A Secretária-executiva do CPP Nacional, Ormezita Barbosa, vê com otimismo a publicação e divulgação do relatório. “Queremos que essa sistematização de dados se torne um instrumento potente na luta dos pescadores e pescadoras artesanais pela defesa e permanência no seu território. Também visamos que essas denúncias possam subsidiar as inúmeras incidências que os pescadores têm feito nos vários poderes”, comenta.

Para Ormezita, a publicação ajudará a apontar as contradições e lacunas do Estado na relação com o grupo social.
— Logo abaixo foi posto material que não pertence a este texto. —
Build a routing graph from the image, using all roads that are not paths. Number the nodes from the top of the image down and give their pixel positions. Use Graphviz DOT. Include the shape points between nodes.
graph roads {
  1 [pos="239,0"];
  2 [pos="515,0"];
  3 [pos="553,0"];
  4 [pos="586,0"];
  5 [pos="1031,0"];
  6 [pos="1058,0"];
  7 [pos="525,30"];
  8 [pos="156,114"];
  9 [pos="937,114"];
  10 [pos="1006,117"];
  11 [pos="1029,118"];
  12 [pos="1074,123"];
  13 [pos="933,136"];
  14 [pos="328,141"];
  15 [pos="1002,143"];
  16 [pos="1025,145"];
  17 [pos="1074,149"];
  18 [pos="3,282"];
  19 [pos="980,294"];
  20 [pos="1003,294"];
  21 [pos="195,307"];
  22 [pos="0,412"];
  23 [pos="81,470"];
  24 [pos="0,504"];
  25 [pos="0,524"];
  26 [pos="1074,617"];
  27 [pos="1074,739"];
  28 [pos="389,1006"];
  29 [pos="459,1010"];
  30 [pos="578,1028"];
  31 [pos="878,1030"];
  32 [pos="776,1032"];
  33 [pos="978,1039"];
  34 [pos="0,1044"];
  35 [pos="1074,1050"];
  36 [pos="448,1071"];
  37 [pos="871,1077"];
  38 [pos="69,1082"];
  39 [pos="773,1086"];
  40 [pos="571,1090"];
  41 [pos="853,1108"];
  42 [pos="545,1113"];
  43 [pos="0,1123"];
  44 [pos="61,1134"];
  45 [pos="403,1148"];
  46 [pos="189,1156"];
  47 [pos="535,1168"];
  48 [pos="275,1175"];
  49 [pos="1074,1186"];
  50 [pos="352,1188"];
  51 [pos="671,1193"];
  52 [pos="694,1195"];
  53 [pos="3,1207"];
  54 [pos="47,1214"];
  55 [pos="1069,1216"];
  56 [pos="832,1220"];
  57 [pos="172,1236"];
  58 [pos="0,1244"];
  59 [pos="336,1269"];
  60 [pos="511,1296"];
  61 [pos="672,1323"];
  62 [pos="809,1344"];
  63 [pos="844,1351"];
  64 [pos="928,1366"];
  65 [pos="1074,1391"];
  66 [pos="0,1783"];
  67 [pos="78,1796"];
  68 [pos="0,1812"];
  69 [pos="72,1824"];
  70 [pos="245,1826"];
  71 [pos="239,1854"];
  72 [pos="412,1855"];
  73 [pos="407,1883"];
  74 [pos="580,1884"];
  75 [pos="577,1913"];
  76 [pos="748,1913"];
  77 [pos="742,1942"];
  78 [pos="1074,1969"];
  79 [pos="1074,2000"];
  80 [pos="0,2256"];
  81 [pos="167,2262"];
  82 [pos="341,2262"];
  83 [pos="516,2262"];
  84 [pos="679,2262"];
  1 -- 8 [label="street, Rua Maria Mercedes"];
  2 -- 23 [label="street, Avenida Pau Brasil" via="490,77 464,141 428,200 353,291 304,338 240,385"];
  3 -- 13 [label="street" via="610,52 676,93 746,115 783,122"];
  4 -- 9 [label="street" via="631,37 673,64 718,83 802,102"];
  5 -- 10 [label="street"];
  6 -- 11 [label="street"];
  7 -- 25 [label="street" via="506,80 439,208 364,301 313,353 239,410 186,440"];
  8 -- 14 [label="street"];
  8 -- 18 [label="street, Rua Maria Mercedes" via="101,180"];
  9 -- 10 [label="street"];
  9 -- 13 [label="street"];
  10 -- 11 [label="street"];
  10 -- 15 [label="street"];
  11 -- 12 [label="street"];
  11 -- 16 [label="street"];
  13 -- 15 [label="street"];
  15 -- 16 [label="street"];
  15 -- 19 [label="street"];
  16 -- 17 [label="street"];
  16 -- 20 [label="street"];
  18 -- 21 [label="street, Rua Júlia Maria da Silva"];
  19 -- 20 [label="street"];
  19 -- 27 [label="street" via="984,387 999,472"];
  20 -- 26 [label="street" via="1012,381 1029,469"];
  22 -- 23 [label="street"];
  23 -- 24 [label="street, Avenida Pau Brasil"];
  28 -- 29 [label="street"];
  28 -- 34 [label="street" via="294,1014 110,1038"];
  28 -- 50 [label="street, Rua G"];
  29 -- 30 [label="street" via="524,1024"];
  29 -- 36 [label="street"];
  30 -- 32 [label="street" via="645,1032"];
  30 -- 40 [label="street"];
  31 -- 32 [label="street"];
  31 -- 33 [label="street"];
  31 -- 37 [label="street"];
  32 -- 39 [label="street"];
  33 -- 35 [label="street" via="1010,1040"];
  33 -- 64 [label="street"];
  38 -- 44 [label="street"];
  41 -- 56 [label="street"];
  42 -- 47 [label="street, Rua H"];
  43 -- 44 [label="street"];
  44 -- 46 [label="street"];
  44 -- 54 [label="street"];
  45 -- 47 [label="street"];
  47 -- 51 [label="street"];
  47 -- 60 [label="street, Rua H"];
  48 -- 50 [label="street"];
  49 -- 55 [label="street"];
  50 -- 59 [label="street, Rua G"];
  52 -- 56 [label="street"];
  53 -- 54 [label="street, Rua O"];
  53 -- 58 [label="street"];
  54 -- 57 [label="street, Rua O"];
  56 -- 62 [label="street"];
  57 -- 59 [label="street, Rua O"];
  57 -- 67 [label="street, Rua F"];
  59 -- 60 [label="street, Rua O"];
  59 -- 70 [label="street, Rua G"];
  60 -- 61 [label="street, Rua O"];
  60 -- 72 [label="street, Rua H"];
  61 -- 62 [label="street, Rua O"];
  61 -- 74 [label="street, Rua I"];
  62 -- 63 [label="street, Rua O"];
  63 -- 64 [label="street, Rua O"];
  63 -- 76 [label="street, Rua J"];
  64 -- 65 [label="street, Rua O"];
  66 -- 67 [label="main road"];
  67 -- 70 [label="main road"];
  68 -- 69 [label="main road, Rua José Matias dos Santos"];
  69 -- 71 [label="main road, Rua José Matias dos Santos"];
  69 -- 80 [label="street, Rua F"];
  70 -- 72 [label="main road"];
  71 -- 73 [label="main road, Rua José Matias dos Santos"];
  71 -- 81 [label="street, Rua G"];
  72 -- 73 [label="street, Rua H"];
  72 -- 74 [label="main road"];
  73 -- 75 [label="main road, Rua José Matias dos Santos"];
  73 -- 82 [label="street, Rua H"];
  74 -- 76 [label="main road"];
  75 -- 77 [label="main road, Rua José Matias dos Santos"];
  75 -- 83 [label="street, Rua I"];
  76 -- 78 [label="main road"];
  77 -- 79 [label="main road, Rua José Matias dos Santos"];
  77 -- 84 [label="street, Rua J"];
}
Ela acredita que apesar dos agentes privados serem os principais causadores dos conflitos, o governo também tem responsabilidade. “O Estado tem o papel de garantir condições, como marcos regulatórios e instrumentos jurídicos mais consolidados, que reconheçam e garantam a permanência das comunidades pesqueiras nos seus territórios, de forma a reconhecer inclusive o conceito de Território Pesqueiro. Por outro lado, o Estado continua desmantelando as frágeis medidas que de alguma forma podem reforçar essa permanência das comunidades”, critica.

Pandemia

 A publicação traz ainda um apêndice com dados apurados em 2021, sobre conflitos que foram provocados ou intensificados pela pandemia. “Esse levantamento aponta para um agravamento das situações de conflito e a produção de novos problemas, como a impossibilidade de circulação de pessoas e o acesso ao auxílio emergencial e outras garantias” explica o pesquisador Sávio Barros, um dos responsáveis pela organização e redação do relatório.

Para Ormezita, as informações do apêndice contribuem para a confirmação de que nos contextos de crise, há um aumento de empreendimentos que ameaçam as comunidades pesqueiras. “A gente vive essa grande crise humanitária, sanitária e política, e esses contextos são espaços de facilitação de empreendimentos nos territórios de povos e comunidades tradicionais. Conseguimos fazer esse recorte do quanto isso impacta nos territórios de pescadores e pescadoras artesanais. A gente confirma isso no apêndice do relatório e aponta, de forma mais ampla, a relação disso com as medidas governamentais”, conclui.